Compromise with nothing
There is a very strange op-ed piece in today's New York Times. Called A Reconciliation on Gay Marriage and written by David Blankenhorn and Jonathan Rauch, it offers a "sensitive compromise" that "can avert a major conflict down the road":
Congress would bestow the status of federal civil unions on same-sex marriages and civil unions granted at the state level, thereby conferring upon them most or all of the federal benefits and rights of marriage. But there would be a condition: Washington would recognize only those unions licensed in states with robust religious-conscience exceptions, which provide that religious organizations need not recognize same-sex unions against their will. The federal government would also enact religious-conscience protections of its own. All of these changes would be enacted in the same bill.I find this enormously puzzling. Not because I disagree, but because, to the best of my knowledge, no one is out there demanding that "religious organizations ... recognize same-sex unions against their will".

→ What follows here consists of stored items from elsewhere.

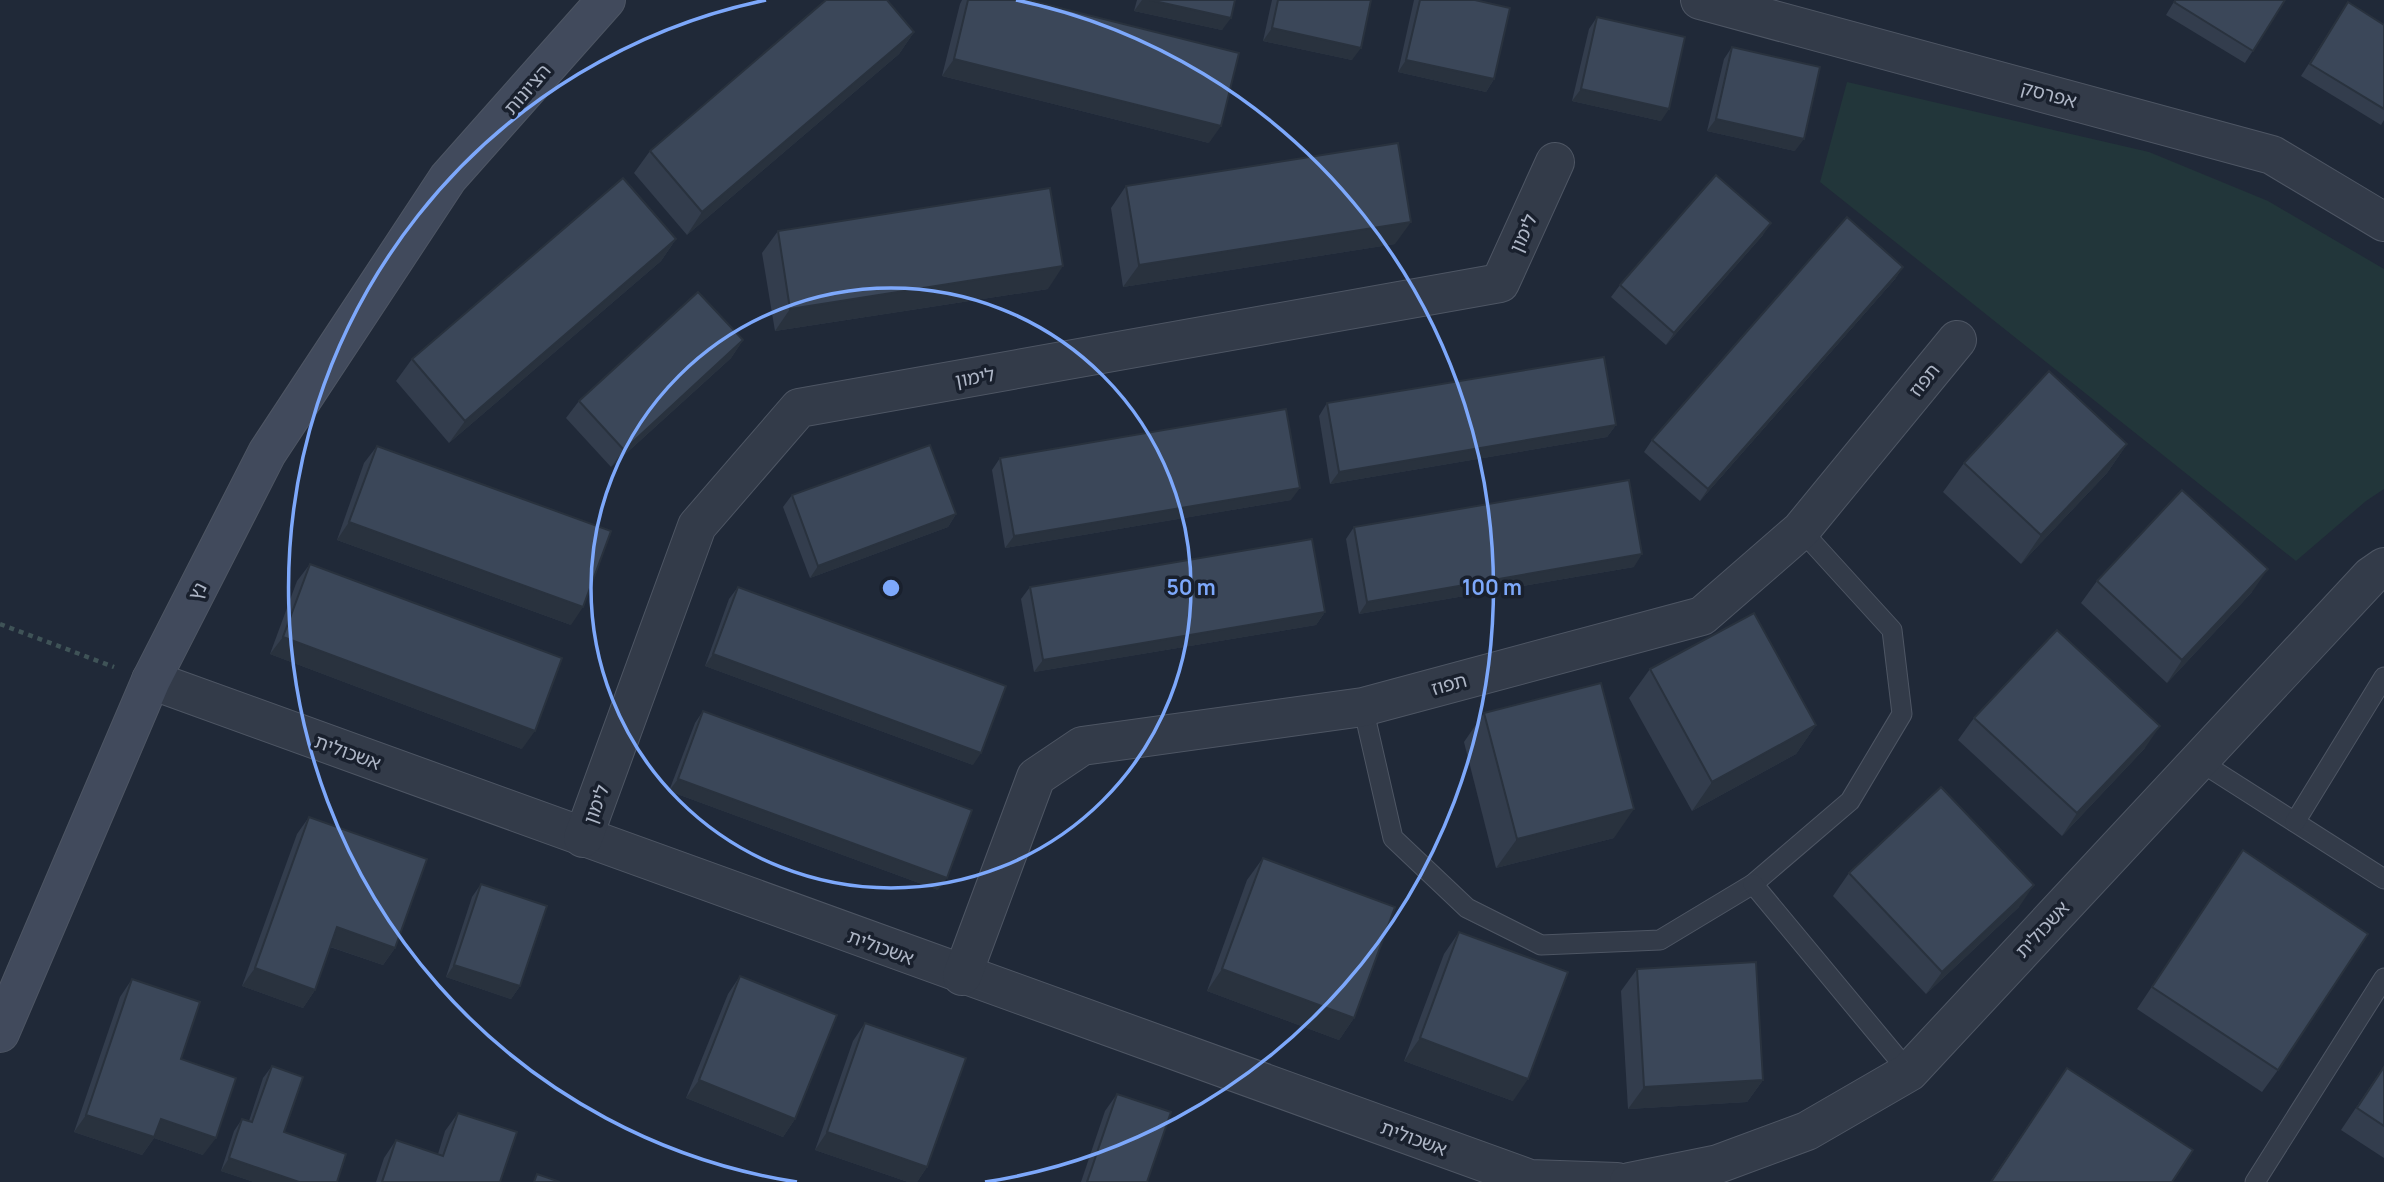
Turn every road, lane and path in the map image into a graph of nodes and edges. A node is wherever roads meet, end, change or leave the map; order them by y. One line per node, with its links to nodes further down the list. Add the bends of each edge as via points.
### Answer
1 (606, 0): 4 (street, הציונות)
2 (1700, 0): 5 (street, אפרסק, via 2272,155)
3 (1555, 162): 15 (street, לימון, via 1500,283 799,408 697,526)
4 (448, 178): 11 (street, נץ, via 267,453)
5 (2384, 222)
6 (1957, 340): 7 (street, תפוז)
7 (1801, 530): 12 (street, תפוז, via 1702,616); 17 (lane, via 1892,630 1902,714 1850,801)
8 (2384, 566): 13 (street, אשכולית)
9 (0, 624): 11 (path)
10 (2384, 677): 14 (lane)
11 (151, 680): 15 (street, אשכולית); 20 (street, נץ)
12 (1363, 708): 17 (lane, via 1393,838 1467,908 1541,945 1660,940); 18 (street, תפוז, via 1082,746 1036,777)
13 (2199, 761): 14 (lane); 21 (street, אשכולית)
14 (2295, 822): 16 (lane)
15 (583, 838): 18 (street, אשכולית)
16 (2384, 878)
17 (1753, 884): 21 (lane)
18 (962, 976): 23 (street, אשכולית, via 1530,1180)
19 (2384, 978): 25 (lane)
20 (0, 1034)
21 (1909, 1072): 22 (street, אשכולית, via 1807,1131)
22 (1685, 1177): 24 (street, אשכולית)
23 (1617, 1182)
24 (1629, 1182)
25 (2255, 1182)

I mean, who the hell ever put a gun to the head of the Catholic Church and demanded that they recognize the marriages of divorced people? Or extreme fundamentalists and inter-racial or inter-denominational marriages? Civil marriages are frequently between those who some church or another won't marry.
This dog won't hunt.
Granted, this oddly worded bill might satisfy Mormons (and others) who spent so freaking much money to defeat gay marriage in California. But no one was requiring them to let gays into the Temple. They're free to discriminate in their religion as much as they like. And they still went insane over the notion that gays could have civil rights.
This bill won't help, because this bill would force "religious organizations" to face facts. Let just one denomination (Episcopalians, I'm looking at you - and cheering a little, as long as you don't cave to the Africans) start having gay weddings with priests and all - real gay weddings, not just "blessings of unions"- and the rest of the religious will have to admit their bigotry; and the way they're whining about people making their donations public on Prop 8, it's pretty clear many of them want to be bigots in secret.
I have said for a long time that "marriage" should be reserved to the churches and have no civil rights attached to it. So I'm not in principle opposed to letting churches control who they call married and who they don't. I'm just opposed to letting them decide who we, the state, does.
Labels: civilrights, gayrights, links, politics
3 Comments:
I am guessing that the key is religious organizations: Salvation Army or Boy Scouts or other para-church orgs could prevent employees from getting benefits for their gay spouses. I think this is a horrible idea. It's time for the government to get out of the marriage business -- and out of the church's business.
Abbot, I think you're right. I didn't consider that aspect of "religious organizations".
At some point these people are going to be shamed into public acceptance, like racists.
Until then, the church and state should keep out of each other's business.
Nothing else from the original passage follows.